Welcome to WordPress. This is your first post. Edit or delete it, then start blogging!
As little as a month ago, I hadn’t considered the possibility that we’d deliver our baby by cesarean section. Our baby-in-waiting had long been sitting head down inside Momma, nosing towards the exit, as it were. Everything was on track, everyone was happy until, without warning, a visit to the obstetrics lab revealed that our Baby Bean had flipped into a complete breech position, at which point things got a little uncomfortable for all concerned.
The sono-doc immediately, if subtly, started counseling us as though something were wrong. A c-section would be needed, and soon (foregoing the clichéd “stat,” thankfully). He would call our regular OB, who would certainly get back to us that day to move things forward. At 38 weeks, every all-star check-up and test suddenly got flushed by a late-term sonogram.

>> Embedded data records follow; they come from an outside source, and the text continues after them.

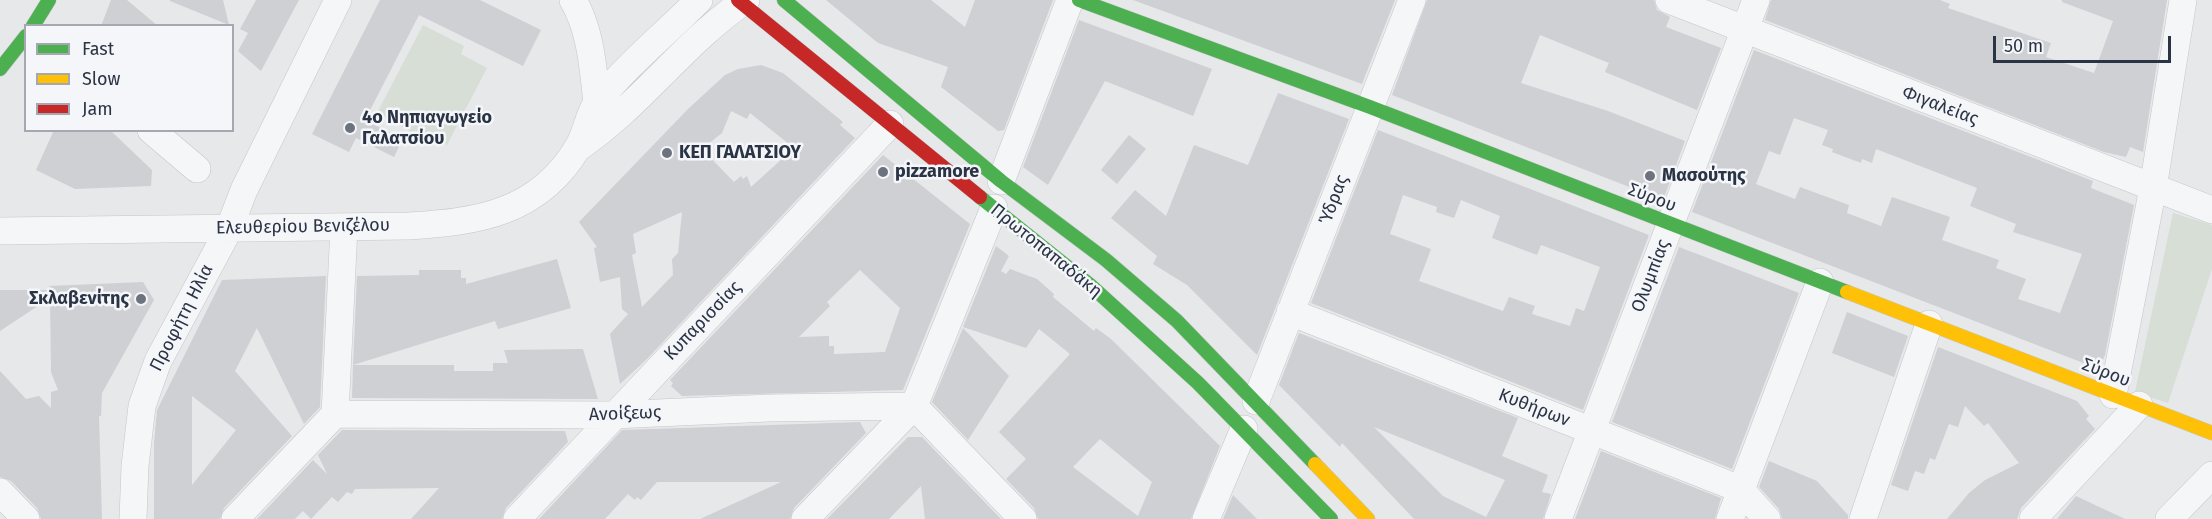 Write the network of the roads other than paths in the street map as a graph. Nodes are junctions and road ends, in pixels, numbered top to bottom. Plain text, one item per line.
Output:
1 (49, 0) edge
2 (339, 0) edge
3 (573, 0) edge
4 (699, 0) edge
5 (784, 0) edge
6 (1070, 0) edge
7 (1079, 0) edge
8 (1412, 0) edge
9 (1669, 0) edge
10 (1756, 0) edge
11 (2183, 0) edge
12 (742, 1) edge
13 (34, 24) edge
14 (1745, 30) junction
15 (24, 39) edge
16 (0, 69) edge
17 (597, 103) junction
18 (1370, 108) junction
19 (890, 124) junction
20 (153, 132) edge
21 (579, 147) junction
22 (197, 169) dead end
23 (1001, 181) junction
24 (2153, 188) junction
25 (994, 208) junction
26 (2212, 210) edge
27 (1670, 225) junction
28 (344, 227) junction
29 (229, 228) junction
30 (0, 231) edge
31 (1820, 282) junction
32 (1290, 312) junction
33 (1929, 324) junction
34 (2113, 395) junction
35 (1256, 400) junction
36 (2139, 405) junction
37 (914, 406) junction
38 (335, 414) junction
39 (613, 415) junction
40 (1244, 429) junction
41 (1592, 430) junction
42 (2212, 433) edge
43 (2212, 475) edge
44 (1740, 489) junction
45 (0, 492) edge
46 (26, 519) edge
47 (133, 519) edge
48 (235, 519) edge
49 (517, 519) edge
50 (805, 519) edge
51 (1023, 519) edge
52 (1206, 519) edge
53 (1331, 519) edge
54 (1368, 519) edge
55 (1558, 519) edge
56 (1730, 519) edge
57 (1767, 519) edge
58 (1863, 519) edge
59 (2033, 519) edge
60 (2169, 519) edge

1 - 13 main road
2 - 29 street, Προφήτη Ηλία
3 - 17 street
4 - 17 street, Ελευθερίου Βενιζέλου
5 - 23 main road, Πρωτοπαπαδάκη
6 - 23 street
7 - 18 main road, Σύρου
8 - 18 street, Ύδρας
9 - 14 street, Φιγαλείας
10 - 14 street, Ολυμπίας
11 - 24 street
12 - 19 main road, Πρωτοπαπαδάκη
12 - 21 street, Ελευθερίου Βενιζέλου
14 - 24 street, Φιγαλείας
14 - 27 street, Ολυμπίας
15 - 16 main road
17 - 21 street, Ελευθερίου Βενιζέλου
18 - 27 main road, Σύρου
18 - 32 street, Ύδρας
19 - 25 main road, Πρωτοπαπαδάκη
19 - 39 street, Κυπαρισσίας
20 - 22 street
21 - 28 street, Ελευθερίου Βενιζέλου
23 - 35 main road, Πρωτοπαπαδάκη
24 - 26 street, Φιγαλείας
24 - 34 street
25 - 37 street
25 - 40 main road, Πρωτοπαπαδάκη
27 - 31 main road, Σύρου
27 - 41 street, Ολυμπίας
28 - 29 street, Ελευθερίου Βενιζέλου
28 - 38 street
29 - 30 street, Ελευθερίου Βενιζέλου
29 - 47 street, Προφήτη Ηλία
31 - 33 main road, Σύρου
31 - 44 street
32 - 35 street, Ύδρας
32 - 41 street, Κυθήρων
33 - 34 main road, Σύρου
33 - 58 street
34 - 36 main road, Σύρου
35 - 54 main road, Πρωτοπαπαδάκη
36 - 42 main road, Σύρου
36 - 59 street
37 - 39 street, Ανοίξεως
37 - 50 street
37 - 51 street
38 - 39 street, Ανοίξεως
38 - 48 street
39 - 49 street, Κυπαρισσίας
40 - 52 street
40 - 53 main road, Πρωτοπαπαδάκη
41 - 44 street, Κυθήρων
41 - 55 street, Ολυμπίας
43 - 60 street
44 - 56 street
44 - 57 street, Κυθήρων
45 - 46 street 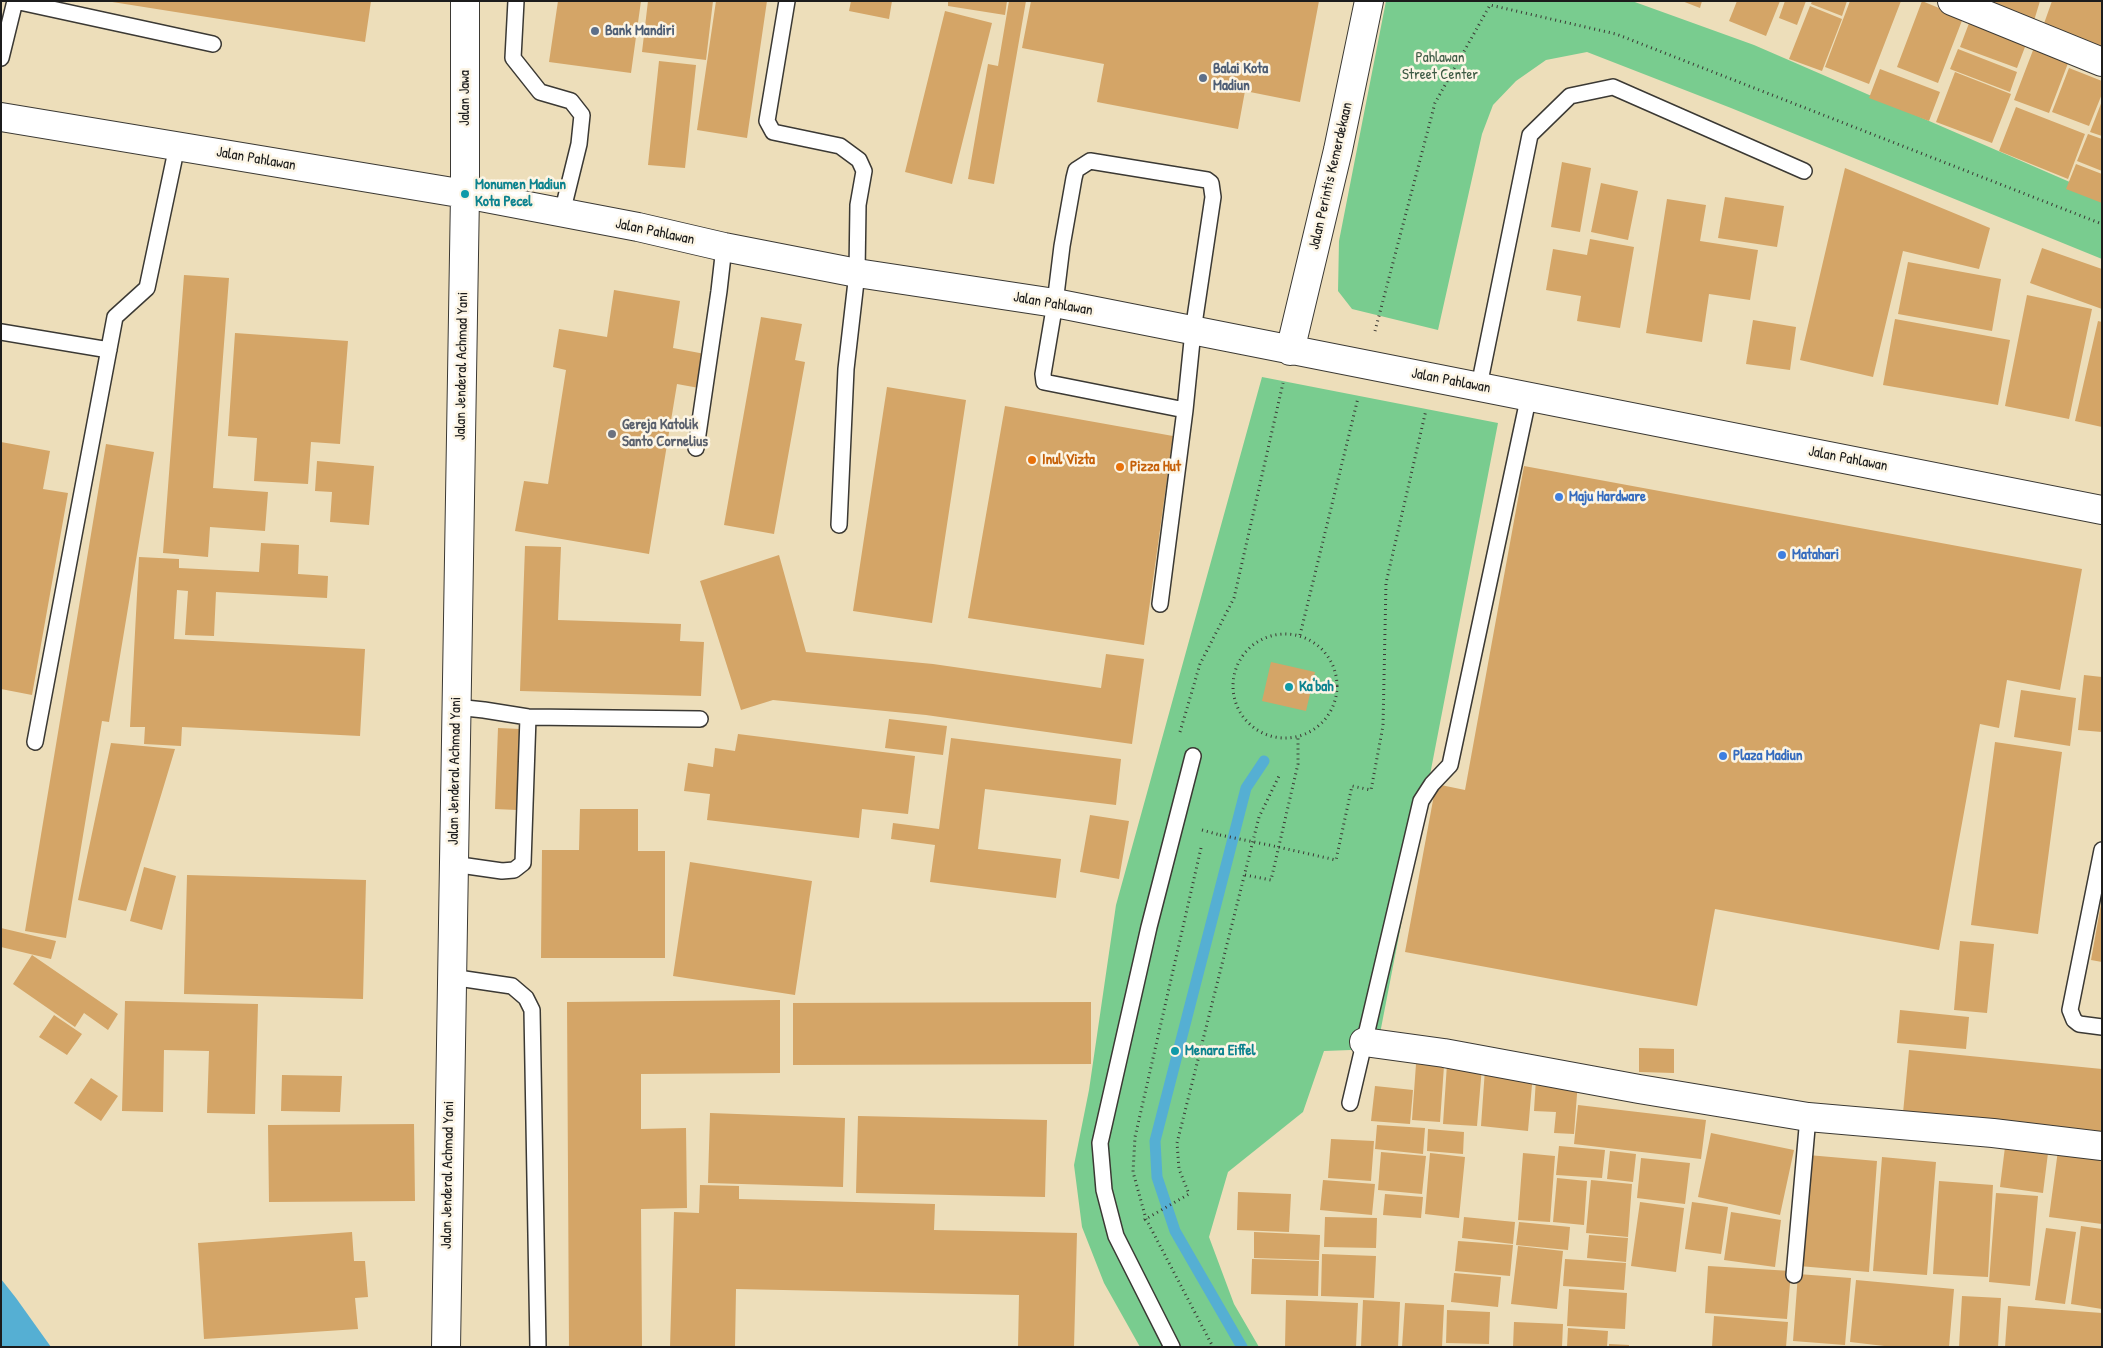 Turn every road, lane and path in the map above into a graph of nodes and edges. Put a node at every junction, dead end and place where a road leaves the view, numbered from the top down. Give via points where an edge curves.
1 (15, 1) edge
2 (465, 1) edge
3 (516, 1) edge
4 (787, 1) edge
5 (1368, 1) edge
6 (1952, 1) edge
7 (1490, 3) edge
8 (213, 44) dead end
9 (1, 58) edge
10 (2102, 62) edge
11 (1, 117) edge
12 (177, 146) junction
13 (1804, 170) dead end
14 (465, 194) junction
15 (562, 213) junction
16 (2102, 224) edge
17 (724, 247) junction
18 (856, 273) junction
19 (1055, 303) junction
20 (1193, 331) junction
21 (1, 332) edge
22 (109, 350) junction
23 (1290, 350) junction
24 (1367, 365) junction
25 (1433, 377) junction
26 (1479, 386) junction
27 (1528, 395) junction
28 (1185, 410) junction
29 (696, 448) dead end
30 (2102, 510) edge
31 (839, 525) dead end
32 (1160, 604) dead end
33 (1300, 635) junction
34 (456, 708) junction
35 (528, 717) junction
36 (700, 719) dead end
37 (1178, 737) dead end
38 (1298, 738) junction
39 (35, 742) dead end
40 (1193, 756) dead end
41 (1280, 774) dead end
42 (1278, 846) junction
43 (2102, 850) edge
44 (453, 864) junction
45 (1245, 874) junction
46 (451, 977) junction
47 (2102, 1028) edge
48 (1364, 1042) junction
49 (1350, 1103) dead end
50 (1808, 1117) junction
51 (2102, 1146) edge
52 (1146, 1219) junction
53 (1794, 1275) dead end
54 (446, 1347) edge
55 (538, 1347) edge
56 (1172, 1347) edge
57 (1214, 1347) edge

1 - 8 lane
1 - 9 lane
2 - 14 main road, Jalan Jawa
3 - 15 lane via 513,58 540,92 571,101 582,115 579,144
4 - 18 lane via 767,121 773,132 840,146 859,160 864,171 858,205
5 - 23 main road, Jalan Perintis Kemerdekaan via 1338,150
6 - 10 main road
7 - 16 path via 1616,34
7 - 24 path via 1435,103
11 - 12 main road, Jalan Pahlawan
12 - 14 main road, Jalan Pahlawan
12 - 22 lane via 147,288 115,317
13 - 26 lane via 1613,88 1570,96 1530,134
14 - 15 main road, Jalan Pahlawan
14 - 34 main road, Jalan Jenderal Achmad Yani
15 - 17 main road, Jalan Pahlawan
17 - 18 main road, Jalan Pahlawan
17 - 29 lane
18 - 19 main road, Jalan Pahlawan
18 - 31 lane via 846,369
19 - 20 main road, Jalan Pahlawan
19 - 20 lane via 1062,246 1076,170 1080,166 1090,161 1207,180 1211,183 1213,197
19 - 28 lane via 1044,382
20 - 23 main road, Jalan Pahlawan
20 - 28 lane
21 - 22 lane
22 - 39 lane
23 - 24 main road, Jalan Pahlawan
23 - 37 path via 1234,598 1200,664
24 - 25 main road, Jalan Pahlawan
24 - 33 path
25 - 26 main road, Jalan Pahlawan
25 - 42 path via 1386,584 1383,726 1371,790 1352,786 1336,860
26 - 27 main road, Jalan Pahlawan
27 - 30 main road, Jalan Pahlawan
27 - 48 lane via 1450,765 1421,801
28 - 32 lane
33 - 38 path via 1324,650 1337,674 1336,701 1322,725
33 - 38 path via 1273,634 1249,647 1235,671 1234,699 1247,723 1271,738
34 - 35 lane
34 - 44 main road, Jalan Jenderal Achmad Yani
35 - 36 lane
35 - 44 lane via 523,863 514,870
38 - 42 path via 1298,764
40 - 56 lane via 1149,927 1100,1143 1104,1190 1116,1236
41 - 45 path via 1260,817
42 - 45 path via 1271,880
42 - 52 path, bridge via 1205,830 1135,1137 1133,1172
43 - 47 lane via 2070,1010 2079,1024
44 - 46 main road, Jalan Jenderal Achmad Yani
45 - 52 path via 1178,1143 1179,1169 1189,1194
46 - 54 main road, Jalan Jenderal Achmad Yani
46 - 55 lane via 512,986 526,998 532,1010
48 - 49 lane
48 - 50 main road
50 - 51 main road
50 - 53 lane
52 - 57 path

Apparently we are not alone in getting pushed down a surgical path. Almost a third of all births in the United States occurred through cesarean delivery in 2005, up 46 percent over the last decade. Clearly, breeched babies and birth complications are not skyrocketing in our advanced society, and yet American women are getting cut open faster than Whitechapel courtesans rather than squeeze a kid through the old-fashioned potato shoot.
When it comes to birthing babies, cesarean sections are the quintessential American procedure. From La-Z-Boys to Escalades, nobody expends more effort making things effortless. So it’s no surprise that our default approach to birth is usually, “why feel it if you don’t have to?” Pain avoidance is not the worst mantra in the world, but it’s disturbing to me how quickly it seems to shut out all other options.
The perversity is that, once pain is removed from the equation, invasive surgery becomes inherently preferred to a natural birth. C-sections are the Tivo of childbirth, allowing everyone to skip the boring parts and deliver the baby on our schedule rather than the baby’s. What on-the-go Mom wouldn’t love typing “11:30. Have baby” into her Treo? And what doctor wouldn’t prefer to avoid a late-night delivery? Fewer and fewer, apparently.
We absolutely adore our OB and count our blessings to have such a proficient and emotionally-connected doctor guiding us through pregnancy. Yet even he is subject to the demands of the Medical Industrial Complex. Our doctor isn’t pushing a c-section so that he can ensure a Saturday tee time or an uninterrupted dinner, but he is regulated by an insurance industry that prefers a complex, controlled birth to a natural and unregulated one. He conducts his services within a hospital industry that prefers short and expensive procedures and penalizes doctors who don’t do enough of them. And he is informed by an obstetrics industry that is largely ignorant of breech birthing techniques. All this, despite substantial health and financial concerns about elective c-sections.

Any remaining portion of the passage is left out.